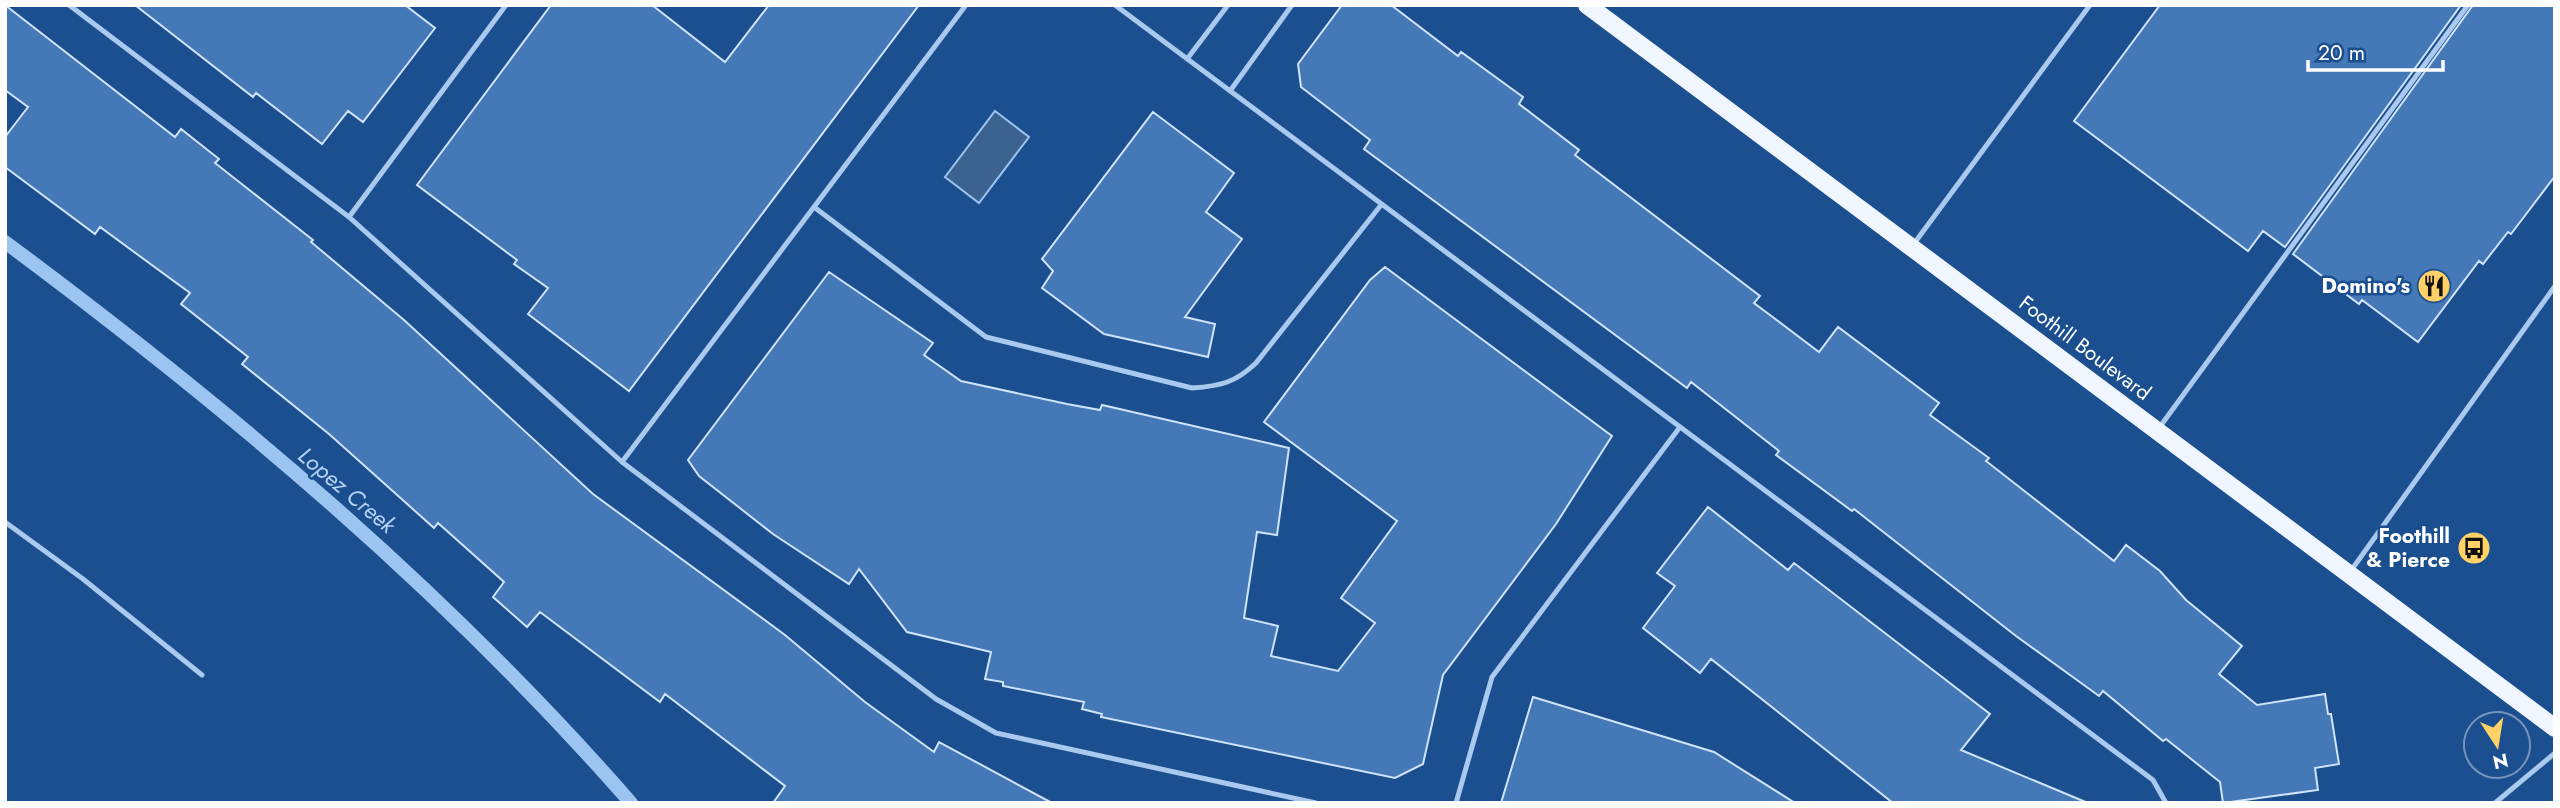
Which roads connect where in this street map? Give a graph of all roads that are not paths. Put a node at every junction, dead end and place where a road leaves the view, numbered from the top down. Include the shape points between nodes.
1 (69, 5) edge
2 (506, 5) edge
3 (966, 5) edge
4 (1115, 5) edge
5 (1228, 5) edge
6 (1292, 5) edge
7 (1587, 5) edge
8 (2090, 5) edge
9 (2468, 5) edge
10 (1187, 59) junction
11 (1230, 91) junction
12 (1381, 205) junction
13 (814, 207) junction
14 (349, 217) junction
15 (1911, 247) junction
16 (2554, 287) edge
17 (1680, 427) junction
18 (2157, 431) junction
19 (622, 462) junction
20 (5, 522) edge
21 (2348, 574) junction
22 (202, 675) dead end
23 (2555, 728) edge
24 (2555, 753) edge
25 (1317, 803) edge
26 (1456, 803) edge
27 (2166, 803) edge
28 (2495, 803) edge

1 - 14 lane
2 - 14 lane
3 - 13 lane
4 - 10 lane
5 - 10 lane
6 - 11 lane
7 - 15 main road, Foothill Boulevard
8 - 15 lane
9 - 18 lane
10 - 11 lane
11 - 12 lane
12 - 13 lane via 1256,363 1222,386 1192,388 986,337
12 - 17 lane
13 - 19 lane
14 - 19 lane
15 - 18 main road, Foothill Boulevard
16 - 21 lane
17 - 26 lane via 1492,677
17 - 27 lane via 2153,780
18 - 21 main road, Foothill Boulevard
19 - 25 lane via 936,699 996,733
20 - 22 lane
21 - 23 main road, Foothill Boulevard
24 - 28 lane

◇ ◇ ◇

### [WORK REQUEST]
Copy out the listing above exactly, and keep the pictures out of it.

### [RESPONSE BELOW]
Which roads connect where in this street map? Give a graph of all roads that are not paths. Put a node at every junction, dead end and place where a road leaves the view, numbered from the top down. Include the shape points between nodes.
1 (69, 5) edge
2 (506, 5) edge
3 (966, 5) edge
4 (1115, 5) edge
5 (1228, 5) edge
6 (1292, 5) edge
7 (1587, 5) edge
8 (2090, 5) edge
9 (2468, 5) edge
10 (1187, 59) junction
11 (1230, 91) junction
12 (1381, 205) junction
13 (814, 207) junction
14 (349, 217) junction
15 (1911, 247) junction
16 (2554, 287) edge
17 (1680, 427) junction
18 (2157, 431) junction
19 (622, 462) junction
20 (5, 522) edge
21 (2348, 574) junction
22 (202, 675) dead end
23 (2555, 728) edge
24 (2555, 753) edge
25 (1317, 803) edge
26 (1456, 803) edge
27 (2166, 803) edge
28 (2495, 803) edge

1 - 14 lane
2 - 14 lane
3 - 13 lane
4 - 10 lane
5 - 10 lane
6 - 11 lane
7 - 15 main road, Foothill Boulevard
8 - 15 lane
9 - 18 lane
10 - 11 lane
11 - 12 lane
12 - 13 lane via 1256,363 1222,386 1192,388 986,337
12 - 17 lane
13 - 19 lane
14 - 19 lane
15 - 18 main road, Foothill Boulevard
16 - 21 lane
17 - 26 lane via 1492,677
17 - 27 lane via 2153,780
18 - 21 main road, Foothill Boulevard
19 - 25 lane via 936,699 996,733
20 - 22 lane
21 - 23 main road, Foothill Boulevard
24 - 28 lane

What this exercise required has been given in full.